[Dataset items]
※ ※ ※

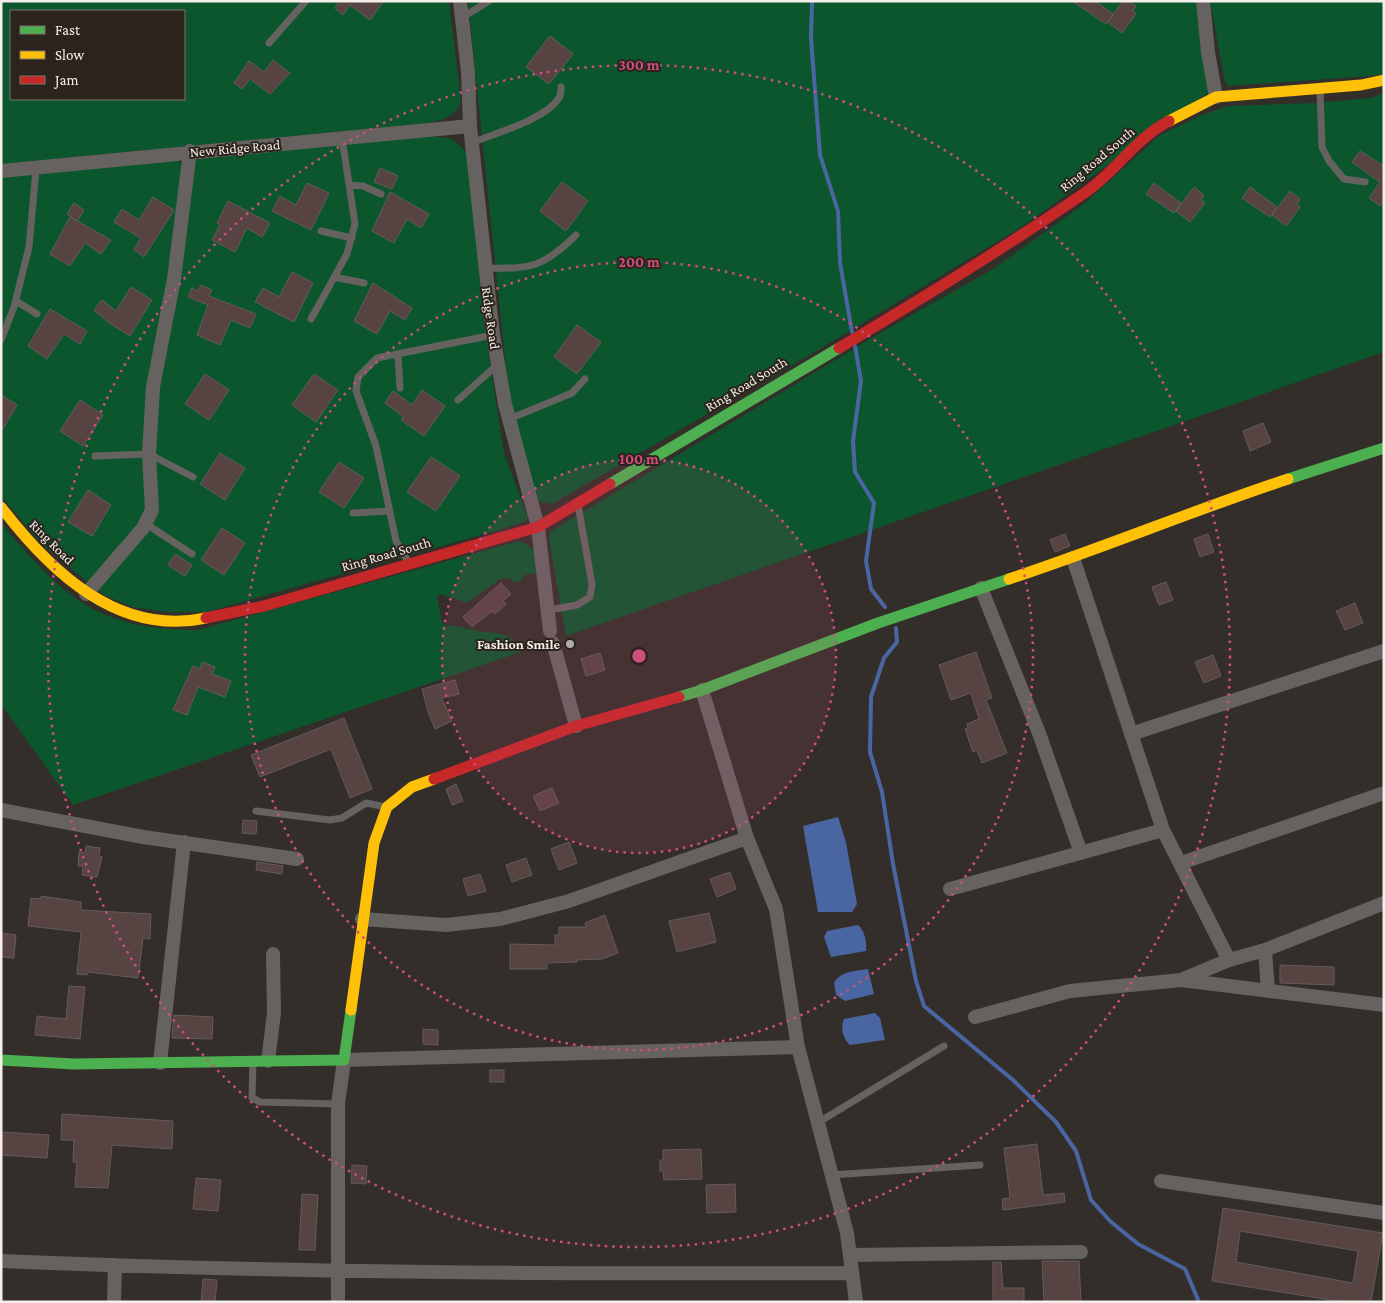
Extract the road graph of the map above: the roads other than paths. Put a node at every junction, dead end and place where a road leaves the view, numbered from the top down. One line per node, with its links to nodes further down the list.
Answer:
1 (306, 1): 6 (lane)
2 (460, 1): 5 (street, Ridge Road)
3 (489, 1): 5 (lane)
4 (1203, 1): 10 (street)
5 (463, 17): 11 (street, Ridge Road)
6 (269, 43)
7 (1384, 80): 9 (street, Ring Road South)
8 (561, 87): 13 (lane)
9 (1320, 88): 10 (street, Ring Road South); 17 (lane)
10 (1216, 97): 41 (street, Ring Road South)
11 (470, 126): 12 (street, New Ridge Road); 13 (street, Ridge Road)
12 (342, 138): 14 (street, New Ridge Road); 18 (lane)
13 (471, 143): 23 (street, Ridge Road)
14 (190, 152): 15 (street, New Ridge Road); 38 (street)
15 (36, 169): 16 (street, New Ridge Road); 26 (lane)
16 (1, 171)
17 (1365, 182)
18 (350, 185): 19 (lane); 22 (lane)
19 (381, 194)
20 (321, 231): 22 (lane)
21 (576, 235): 23 (lane)
22 (352, 238): 24 (lane)
23 (484, 268): 29 (street, Ridge Road)
24 (334, 277): 25 (lane); 28 (lane)
25 (364, 283)
26 (16, 301): 27 (lane); 30 (lane)
27 (37, 314)
28 (311, 319)
29 (493, 335): 31 (lane); 32 (street, Ridge Road)
30 (1, 340)
31 (398, 354): 34 (lane); 43 (lane)
32 (498, 364): 35 (lane); 36 (street, Ridge Road)
33 (585, 379): 36 (lane)
34 (400, 388)
35 (458, 400)
36 (509, 419): 46 (street, Ridge Road)
37 (1384, 448): 48 (street)
38 (149, 454): 39 (lane); 40 (lane); 45 (street)
39 (95, 456)
40 (193, 477)
41 (578, 503): 46 (street, Ring Road South); 52 (lane)
42 (1, 507): 51 (street, Ring Road)
43 (389, 511): 44 (lane); 49 (lane)
44 (352, 513)
45 (146, 524): 47 (lane); 51 (street)
46 (538, 527): 49 (street, Ring Road South); 52 (street, Ridge Road)
47 (192, 554)
48 (1073, 558): 50 (street); 56 (street)
49 (409, 563): 51 (street, Ring Road South)
50 (980, 588): 54 (street); 64 (street)
51 (86, 594)
52 (549, 610): 55 (street, Ridge Road)
53 (1384, 651): 56 (street)
54 (702, 690): 55 (street); 62 (street)
55 (576, 726): 58 (street)
56 (1130, 734): 61 (street)
57 (1384, 794): 66 (street)
58 (386, 807): 60 (lane); 69 (street)
59 (1, 810): 63 (street)
60 (256, 811)
61 (1163, 830): 64 (street); 66 (street)
62 (747, 838): 69 (street); 78 (street)
63 (184, 842): 65 (street); 83 (street)
64 (1081, 853): 67 (street)
65 (297, 859)
66 (1181, 863): 72 (street)
67 (950, 889)
68 (1384, 903): 70 (street)
69 (362, 919): 80 (street)
70 (1265, 950): 72 (street); 74 (street)
71 (273, 954): 81 (street)
72 (1229, 960): 73 (street)
73 (1181, 980): 74 (street); 76 (street)
74 (1268, 991): 75 (street)
75 (1384, 1005)
76 (975, 1017)
77 (944, 1046): 85 (lane)
78 (798, 1047): 80 (street); 85 (street)
79 (1, 1060): 83 (street)
80 (344, 1060): 81 (street); 84 (street)
81 (268, 1061): 82 (street)
82 (253, 1062): 83 (street); 84 (lane)
83 (160, 1063)
84 (338, 1104): 94 (street)
85 (819, 1122): 87 (street)
86 (980, 1166): 87 (lane)
87 (830, 1175): 91 (street)
88 (1161, 1180): 89 (street)
89 (1384, 1213)
90 (1081, 1252): 91 (street)
91 (850, 1255): 95 (street)
92 (1, 1261): 93 (street)
93 (115, 1266): 94 (street); 96 (street)
94 (337, 1271): 95 (street); 97 (street)
95 (851, 1273): 98 (street)
96 (114, 1302)
97 (338, 1302)
98 (856, 1302)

※ ※ ※

EXERCISE: In case the records contain pictures, keep those out and repeat the rest exactly.

EXERCISE SOLUTION:
Extract the road graph of the map above: the roads other than paths. Put a node at every junction, dead end and place where a road leaves the view, numbered from the top down. One line per node, with its links to nodes further down the list.
Answer:
1 (306, 1): 6 (lane)
2 (460, 1): 5 (street, Ridge Road)
3 (489, 1): 5 (lane)
4 (1203, 1): 10 (street)
5 (463, 17): 11 (street, Ridge Road)
6 (269, 43)
7 (1384, 80): 9 (street, Ring Road South)
8 (561, 87): 13 (lane)
9 (1320, 88): 10 (street, Ring Road South); 17 (lane)
10 (1216, 97): 41 (street, Ring Road South)
11 (470, 126): 12 (street, New Ridge Road); 13 (street, Ridge Road)
12 (342, 138): 14 (street, New Ridge Road); 18 (lane)
13 (471, 143): 23 (street, Ridge Road)
14 (190, 152): 15 (street, New Ridge Road); 38 (street)
15 (36, 169): 16 (street, New Ridge Road); 26 (lane)
16 (1, 171)
17 (1365, 182)
18 (350, 185): 19 (lane); 22 (lane)
19 (381, 194)
20 (321, 231): 22 (lane)
21 (576, 235): 23 (lane)
22 (352, 238): 24 (lane)
23 (484, 268): 29 (street, Ridge Road)
24 (334, 277): 25 (lane); 28 (lane)
25 (364, 283)
26 (16, 301): 27 (lane); 30 (lane)
27 (37, 314)
28 (311, 319)
29 (493, 335): 31 (lane); 32 (street, Ridge Road)
30 (1, 340)
31 (398, 354): 34 (lane); 43 (lane)
32 (498, 364): 35 (lane); 36 (street, Ridge Road)
33 (585, 379): 36 (lane)
34 (400, 388)
35 (458, 400)
36 (509, 419): 46 (street, Ridge Road)
37 (1384, 448): 48 (street)
38 (149, 454): 39 (lane); 40 (lane); 45 (street)
39 (95, 456)
40 (193, 477)
41 (578, 503): 46 (street, Ring Road South); 52 (lane)
42 (1, 507): 51 (street, Ring Road)
43 (389, 511): 44 (lane); 49 (lane)
44 (352, 513)
45 (146, 524): 47 (lane); 51 (street)
46 (538, 527): 49 (street, Ring Road South); 52 (street, Ridge Road)
47 (192, 554)
48 (1073, 558): 50 (street); 56 (street)
49 (409, 563): 51 (street, Ring Road South)
50 (980, 588): 54 (street); 64 (street)
51 (86, 594)
52 (549, 610): 55 (street, Ridge Road)
53 (1384, 651): 56 (street)
54 (702, 690): 55 (street); 62 (street)
55 (576, 726): 58 (street)
56 (1130, 734): 61 (street)
57 (1384, 794): 66 (street)
58 (386, 807): 60 (lane); 69 (street)
59 (1, 810): 63 (street)
60 (256, 811)
61 (1163, 830): 64 (street); 66 (street)
62 (747, 838): 69 (street); 78 (street)
63 (184, 842): 65 (street); 83 (street)
64 (1081, 853): 67 (street)
65 (297, 859)
66 (1181, 863): 72 (street)
67 (950, 889)
68 (1384, 903): 70 (street)
69 (362, 919): 80 (street)
70 (1265, 950): 72 (street); 74 (street)
71 (273, 954): 81 (street)
72 (1229, 960): 73 (street)
73 (1181, 980): 74 (street); 76 (street)
74 (1268, 991): 75 (street)
75 (1384, 1005)
76 (975, 1017)
77 (944, 1046): 85 (lane)
78 (798, 1047): 80 (street); 85 (street)
79 (1, 1060): 83 (street)
80 (344, 1060): 81 (street); 84 (street)
81 (268, 1061): 82 (street)
82 (253, 1062): 83 (street); 84 (lane)
83 (160, 1063)
84 (338, 1104): 94 (street)
85 (819, 1122): 87 (street)
86 (980, 1166): 87 (lane)
87 (830, 1175): 91 (street)
88 (1161, 1180): 89 (street)
89 (1384, 1213)
90 (1081, 1252): 91 (street)
91 (850, 1255): 95 (street)
92 (1, 1261): 93 (street)
93 (115, 1266): 94 (street); 96 (street)
94 (337, 1271): 95 (street); 97 (street)
95 (851, 1273): 98 (street)
96 (114, 1302)
97 (338, 1302)
98 (856, 1302)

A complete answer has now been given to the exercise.